- [Assignment]: Which lines of the listing below contain the word "order"? Copy each of them.

- [Records provided]:
--------------------

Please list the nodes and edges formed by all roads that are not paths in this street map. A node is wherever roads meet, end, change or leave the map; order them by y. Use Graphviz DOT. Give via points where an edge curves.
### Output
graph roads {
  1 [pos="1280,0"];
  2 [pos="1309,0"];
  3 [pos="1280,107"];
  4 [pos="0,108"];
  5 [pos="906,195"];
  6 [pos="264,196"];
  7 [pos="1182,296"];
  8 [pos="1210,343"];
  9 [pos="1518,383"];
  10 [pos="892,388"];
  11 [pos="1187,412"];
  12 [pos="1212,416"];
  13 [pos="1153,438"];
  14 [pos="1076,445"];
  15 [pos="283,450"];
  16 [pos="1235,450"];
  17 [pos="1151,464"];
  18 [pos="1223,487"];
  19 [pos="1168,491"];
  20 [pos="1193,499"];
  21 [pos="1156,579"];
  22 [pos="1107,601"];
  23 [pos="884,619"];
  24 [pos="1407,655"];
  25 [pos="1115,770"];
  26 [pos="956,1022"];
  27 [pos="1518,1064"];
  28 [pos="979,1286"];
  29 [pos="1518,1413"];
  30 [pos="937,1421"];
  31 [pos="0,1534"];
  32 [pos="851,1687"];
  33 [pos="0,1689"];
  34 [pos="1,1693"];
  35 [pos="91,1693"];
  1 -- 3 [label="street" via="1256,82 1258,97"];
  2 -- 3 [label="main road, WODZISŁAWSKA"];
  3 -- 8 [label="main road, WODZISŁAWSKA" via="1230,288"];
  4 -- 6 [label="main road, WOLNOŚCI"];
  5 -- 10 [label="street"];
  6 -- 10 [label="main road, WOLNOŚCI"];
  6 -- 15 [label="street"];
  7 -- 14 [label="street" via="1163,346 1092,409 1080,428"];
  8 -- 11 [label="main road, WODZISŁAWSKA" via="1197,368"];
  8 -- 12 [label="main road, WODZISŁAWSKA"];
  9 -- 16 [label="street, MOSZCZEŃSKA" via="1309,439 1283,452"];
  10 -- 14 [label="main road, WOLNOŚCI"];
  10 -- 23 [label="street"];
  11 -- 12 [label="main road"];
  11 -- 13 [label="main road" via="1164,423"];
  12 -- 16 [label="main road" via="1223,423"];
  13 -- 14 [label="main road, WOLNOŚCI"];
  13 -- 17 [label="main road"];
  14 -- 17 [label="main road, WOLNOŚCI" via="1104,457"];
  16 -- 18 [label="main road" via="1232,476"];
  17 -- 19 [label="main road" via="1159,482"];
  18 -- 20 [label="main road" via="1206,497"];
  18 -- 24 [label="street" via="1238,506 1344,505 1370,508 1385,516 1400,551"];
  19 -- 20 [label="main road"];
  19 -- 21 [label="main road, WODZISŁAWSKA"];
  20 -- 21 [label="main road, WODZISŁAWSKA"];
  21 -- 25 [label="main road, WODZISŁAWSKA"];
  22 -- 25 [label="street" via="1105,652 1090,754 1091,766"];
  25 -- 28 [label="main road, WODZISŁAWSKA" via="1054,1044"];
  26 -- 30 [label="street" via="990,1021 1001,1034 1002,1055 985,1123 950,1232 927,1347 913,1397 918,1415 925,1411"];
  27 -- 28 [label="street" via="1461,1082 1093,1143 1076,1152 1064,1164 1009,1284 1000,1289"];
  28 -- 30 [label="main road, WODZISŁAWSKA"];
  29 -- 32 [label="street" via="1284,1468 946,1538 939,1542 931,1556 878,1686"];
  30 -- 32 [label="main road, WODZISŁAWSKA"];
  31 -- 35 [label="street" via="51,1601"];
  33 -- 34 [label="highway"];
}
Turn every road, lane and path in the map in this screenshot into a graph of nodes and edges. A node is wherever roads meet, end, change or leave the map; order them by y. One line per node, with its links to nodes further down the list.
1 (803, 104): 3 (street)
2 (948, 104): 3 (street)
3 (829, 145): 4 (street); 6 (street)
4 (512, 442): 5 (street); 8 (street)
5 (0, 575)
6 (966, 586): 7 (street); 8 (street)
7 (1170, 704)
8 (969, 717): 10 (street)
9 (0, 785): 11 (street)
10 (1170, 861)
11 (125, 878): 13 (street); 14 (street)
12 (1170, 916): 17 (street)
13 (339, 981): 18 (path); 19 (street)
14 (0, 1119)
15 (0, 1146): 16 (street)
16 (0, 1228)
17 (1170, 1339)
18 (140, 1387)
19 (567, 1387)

--------------------

- [Answer to this problem]:
Please list the nodes and edges formed by all roads that are not paths in this street map. A node is wherever roads meet, end, change or leave the map; order them by y. Use Graphviz DOT. Give via points where an edge curves.
Turn every road, lane and path in the map in this screenshot into a graph of nodes and edges. A node is wherever roads meet, end, change or leave the map; order them by y. One line per node, with its links to nodes further down the list.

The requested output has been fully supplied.